In the late spring of 2000, my Omega Son Sam persisted in his pleas for another dog. I had made the same journey I made this morning with Flash the Wonder Dog & vowed I would never again attach myself to another dog only to have to say goodbye.
At that time, I still did not understand that endings are too often an integral part of relationships.
But Sam was, even then, very persuasive & we took a trip to CAPS, Citizens for Animal Protection, in search of a puppy. (This time, Mom, we need a boy. ) ( Flash the Wonder Dog as a female). Several of my friends had adopted animals from CAPS with fabulous experiences.
At CAPS, Sam kept gravitating toward dogs that looked like Flash the Wonder Dog & this I could not bear. I was with Flash when the vet put her down & her image was just too fresh in my mind.
A volunteer at CAPS suggested that we visit an adoption fair they were hosting at a nearby Petsmart.
And when Sam entered the store, he walked to the adoption area & zeroed in on one cage, shouting, “Dachshunds !”
In the cage were two tiny puppies. One black male, one brindle female. Their foster mother told me that they had been found on the side of the road by Animal Control.
A few weeks prior to our trek to find a puppy, I had taken Sam to see a friend’s newly acquired Dachshund puppies. As he played with them he asked my friend Ira:
What are their names?
I haven’t decided, yet, Ira replied, what do you think?
Niles & Frasier. I think they are Niles & Frasier.
And Niles & Frasier they became.
When the puppies’ foster mom let Sam hold the little black male, she took me aside & said:
Another family has put a hold on this puppy.
I looked over at my old soul of a son & as he was interacting with that black male puppy, children & dogs gathered around him. I thought about his old & yet so young a soul & I wondered how I was going to tell him that we might not be able to adopt his choice.
After a bit, as the children & dogs continued to gather around Sam, a CAPS representative took me aside & said,
The puppy’s foster mom has said she does not care about the hold from the other family. She wants your son to have the puppy.
When we got home with that little black male puppy after a mound of paperwork, & a kennel & toys & food, Sam suggested a name.
And I said:
His name is Eli.
And Eli he became.
Eli was a sweet, sweet soul. Fraught with abandonment issues. Understandable, given the fact that he was dumped with his litter mate on the side of a road.
Eli loved children & chasing squirrels & birds & motorcycles. He barked furiously at anyone he thought was an intruder. So many times I had to remind him that he was not a Doberman.
Eli loved toys that squeaked & playing ball & my brother John. John used to say that Eli watched out of our front windows for my car & my arrival home from work.
In his youth, Eli slept on my chest. Then he moved to my feet. Last night, he curled up next to me & let me keep my hand against him.
It was time to let Eli go.
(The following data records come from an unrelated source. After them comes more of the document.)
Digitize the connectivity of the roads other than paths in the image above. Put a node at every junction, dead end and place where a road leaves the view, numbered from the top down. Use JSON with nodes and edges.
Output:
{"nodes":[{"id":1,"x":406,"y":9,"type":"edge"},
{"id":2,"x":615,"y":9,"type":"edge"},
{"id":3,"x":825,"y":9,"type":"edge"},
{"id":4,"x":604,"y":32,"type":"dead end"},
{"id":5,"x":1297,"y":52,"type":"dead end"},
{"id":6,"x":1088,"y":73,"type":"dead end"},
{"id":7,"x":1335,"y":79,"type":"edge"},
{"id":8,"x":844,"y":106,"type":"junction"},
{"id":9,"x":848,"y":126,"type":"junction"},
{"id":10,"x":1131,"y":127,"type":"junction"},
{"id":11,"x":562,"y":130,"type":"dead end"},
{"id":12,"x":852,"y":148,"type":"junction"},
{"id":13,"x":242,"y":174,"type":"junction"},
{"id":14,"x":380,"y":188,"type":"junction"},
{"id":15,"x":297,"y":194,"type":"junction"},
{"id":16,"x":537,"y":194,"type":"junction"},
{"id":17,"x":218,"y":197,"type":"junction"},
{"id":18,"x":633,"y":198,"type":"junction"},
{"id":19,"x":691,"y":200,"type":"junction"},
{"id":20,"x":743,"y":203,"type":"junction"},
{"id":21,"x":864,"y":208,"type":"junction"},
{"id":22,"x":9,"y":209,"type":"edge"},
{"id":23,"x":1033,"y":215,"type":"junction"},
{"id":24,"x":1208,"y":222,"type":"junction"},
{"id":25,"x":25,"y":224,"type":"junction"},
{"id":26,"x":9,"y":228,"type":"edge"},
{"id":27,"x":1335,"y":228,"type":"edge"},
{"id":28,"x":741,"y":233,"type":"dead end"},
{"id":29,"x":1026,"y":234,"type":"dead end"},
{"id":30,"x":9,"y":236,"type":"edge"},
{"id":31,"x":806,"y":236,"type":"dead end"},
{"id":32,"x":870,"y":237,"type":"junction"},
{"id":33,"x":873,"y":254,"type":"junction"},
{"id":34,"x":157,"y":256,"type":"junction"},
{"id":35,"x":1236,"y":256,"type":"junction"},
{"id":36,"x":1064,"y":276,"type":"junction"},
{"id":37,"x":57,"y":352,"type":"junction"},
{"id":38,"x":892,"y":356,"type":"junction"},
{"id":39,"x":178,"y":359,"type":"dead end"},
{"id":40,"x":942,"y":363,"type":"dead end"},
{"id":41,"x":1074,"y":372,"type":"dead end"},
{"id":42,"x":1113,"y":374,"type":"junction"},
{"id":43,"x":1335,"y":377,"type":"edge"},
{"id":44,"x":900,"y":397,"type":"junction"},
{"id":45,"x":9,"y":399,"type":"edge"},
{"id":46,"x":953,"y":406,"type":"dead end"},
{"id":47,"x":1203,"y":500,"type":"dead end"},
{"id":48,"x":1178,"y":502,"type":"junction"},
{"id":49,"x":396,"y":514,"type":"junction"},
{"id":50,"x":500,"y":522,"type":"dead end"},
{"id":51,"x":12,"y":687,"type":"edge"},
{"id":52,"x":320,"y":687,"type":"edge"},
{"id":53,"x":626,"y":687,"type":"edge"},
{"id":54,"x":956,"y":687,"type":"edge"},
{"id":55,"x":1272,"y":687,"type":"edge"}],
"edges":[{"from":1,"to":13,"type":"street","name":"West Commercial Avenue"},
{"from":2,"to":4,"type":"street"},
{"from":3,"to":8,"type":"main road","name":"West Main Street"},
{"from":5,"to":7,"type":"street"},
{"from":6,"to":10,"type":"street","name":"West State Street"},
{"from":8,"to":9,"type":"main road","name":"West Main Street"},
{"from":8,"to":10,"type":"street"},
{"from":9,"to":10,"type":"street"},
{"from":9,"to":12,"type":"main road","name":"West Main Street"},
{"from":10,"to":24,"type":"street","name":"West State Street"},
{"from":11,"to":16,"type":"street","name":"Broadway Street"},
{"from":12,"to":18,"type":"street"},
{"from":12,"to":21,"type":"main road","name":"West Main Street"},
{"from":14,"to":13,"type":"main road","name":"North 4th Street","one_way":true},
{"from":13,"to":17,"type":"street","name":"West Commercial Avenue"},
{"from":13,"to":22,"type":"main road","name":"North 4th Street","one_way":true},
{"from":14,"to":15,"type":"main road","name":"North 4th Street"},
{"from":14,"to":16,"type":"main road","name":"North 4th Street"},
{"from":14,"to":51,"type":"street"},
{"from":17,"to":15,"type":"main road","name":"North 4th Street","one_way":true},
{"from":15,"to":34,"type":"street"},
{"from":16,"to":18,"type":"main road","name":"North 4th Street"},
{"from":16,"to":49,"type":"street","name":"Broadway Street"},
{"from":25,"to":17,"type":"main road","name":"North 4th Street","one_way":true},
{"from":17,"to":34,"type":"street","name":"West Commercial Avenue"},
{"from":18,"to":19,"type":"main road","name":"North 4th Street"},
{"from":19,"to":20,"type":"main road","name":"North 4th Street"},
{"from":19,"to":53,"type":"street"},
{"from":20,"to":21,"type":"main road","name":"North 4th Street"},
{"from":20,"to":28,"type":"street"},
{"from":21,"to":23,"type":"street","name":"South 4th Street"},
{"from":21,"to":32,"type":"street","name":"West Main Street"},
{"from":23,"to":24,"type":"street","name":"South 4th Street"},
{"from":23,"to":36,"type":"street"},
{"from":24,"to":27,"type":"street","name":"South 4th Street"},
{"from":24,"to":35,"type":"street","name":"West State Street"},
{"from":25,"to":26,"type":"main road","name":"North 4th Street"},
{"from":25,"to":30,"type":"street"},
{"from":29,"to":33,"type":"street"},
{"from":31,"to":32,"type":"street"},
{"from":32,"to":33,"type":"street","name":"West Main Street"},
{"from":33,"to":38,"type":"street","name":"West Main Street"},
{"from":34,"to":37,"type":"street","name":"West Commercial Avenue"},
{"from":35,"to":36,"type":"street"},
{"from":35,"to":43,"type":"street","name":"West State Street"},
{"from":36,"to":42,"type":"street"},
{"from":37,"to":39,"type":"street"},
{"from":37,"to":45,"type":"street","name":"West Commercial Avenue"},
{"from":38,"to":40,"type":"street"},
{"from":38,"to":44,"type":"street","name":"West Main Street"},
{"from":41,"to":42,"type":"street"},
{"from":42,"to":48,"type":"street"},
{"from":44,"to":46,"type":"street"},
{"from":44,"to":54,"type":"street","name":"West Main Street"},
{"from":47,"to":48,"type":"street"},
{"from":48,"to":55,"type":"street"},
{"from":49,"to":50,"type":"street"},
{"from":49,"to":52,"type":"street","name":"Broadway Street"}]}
He was blind, still fraught with abandonment issues, plagued by allergies & in pain. He lived a grand life. His adorable face was etched in grey.
But he no longer chased squirrels & birds or played with toys that squeaked. He was weary.
Tonight, I will settle myself into the Futon next to Jean’s bed alone.
And remember that late spring afternoon with Sam & a vision of Eli as a puppy, skipping & bouncing in the grass of Jean & Jack’s back yard.
RIP, my friend.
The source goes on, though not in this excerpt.